Subterranean termites form colonies and forage for wood in soil, which provides moisture and protection from extreme temperatures. As a result, subterranean termites are more widespread than drywood termites, which are more vulnerable to extreme cold. Also unlike drywood termites, subterranean termites don’t live in the wood they’re eating. Since their colony size is not limited by wood, one subterranean termite colony can cause more structural damage than one drywood termite colony. Although subterranean termites occur in every state except Alaska, structural infestations are more common in warmer climates. Subterranean termites are limited by frozen topsoil in areas where winters are extremely cold, reducing the overall number of structural infestations in these areas.

Rock Pigeons

March 2018

Today, rock pigeons are common in cities around the world. Originally, they were cliff-dwelling birds with a natural range from western and southern Europe through northern Africa to southwestern Asia. The earliest record of their domestication dates back to at least 5,000 years ago in the eastern Mediterranean, making rock pigeons the world's oldest domesticated bird. They were the main bird eaten in Europe and the Middle East for many years. Due to their good homing ability, they were also used to sending messages over long distances. European settlers first brought domesticated rock pigeons to North America in the early 1600s. All feral rock pigeons in North America are the result of escaped domestic birds.

Norway Rats

February 2018

Norway rat is the official common name for a rat that is native to the eastern Siberia/China border and parts of Japan.
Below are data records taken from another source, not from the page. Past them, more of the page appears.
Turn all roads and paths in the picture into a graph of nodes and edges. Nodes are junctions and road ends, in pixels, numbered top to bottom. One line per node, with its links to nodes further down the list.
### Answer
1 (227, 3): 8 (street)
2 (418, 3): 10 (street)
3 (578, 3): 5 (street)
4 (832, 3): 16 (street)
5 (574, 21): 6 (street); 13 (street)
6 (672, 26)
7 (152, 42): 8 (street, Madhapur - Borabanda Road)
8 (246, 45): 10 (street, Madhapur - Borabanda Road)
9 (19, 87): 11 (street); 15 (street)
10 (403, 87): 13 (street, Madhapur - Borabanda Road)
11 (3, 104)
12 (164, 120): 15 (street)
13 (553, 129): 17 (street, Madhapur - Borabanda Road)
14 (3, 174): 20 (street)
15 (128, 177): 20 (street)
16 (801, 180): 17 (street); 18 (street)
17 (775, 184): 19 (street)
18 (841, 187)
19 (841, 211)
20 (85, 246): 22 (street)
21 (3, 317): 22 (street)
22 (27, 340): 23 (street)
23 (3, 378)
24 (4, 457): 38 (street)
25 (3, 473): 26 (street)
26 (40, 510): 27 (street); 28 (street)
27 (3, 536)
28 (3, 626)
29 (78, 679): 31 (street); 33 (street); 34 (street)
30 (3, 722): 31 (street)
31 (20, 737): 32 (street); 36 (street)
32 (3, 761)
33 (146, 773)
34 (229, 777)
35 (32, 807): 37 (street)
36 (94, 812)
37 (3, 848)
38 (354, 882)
This misnomer occurred because the English naturalist who classified the rat in 1769 thought the rat was introduced to the UK on Norwegian ships. Although not true, the name stayed and continues to be used today.

Odorous House Ants

January 2018

Odorous house ants (OHA) belong to a subfamily of ants that use strong odors from anal glands as a chemical defense-there is no stinger. The OHA odor isn't unique to OHAs, but comes in handy when identifying them against similar-looking pest ants. Although historically described as "rotten coconut", pest management professionals (PMP) didn't always agree about what the odor smelled liked. A study in 2015 clarified the source of the odor as an organic compound also associated with blue cheese and rotten coconut. Penicillium molds that turn coconuts rotten are also used to make blue cheese, so PMPs that smell either are both correct.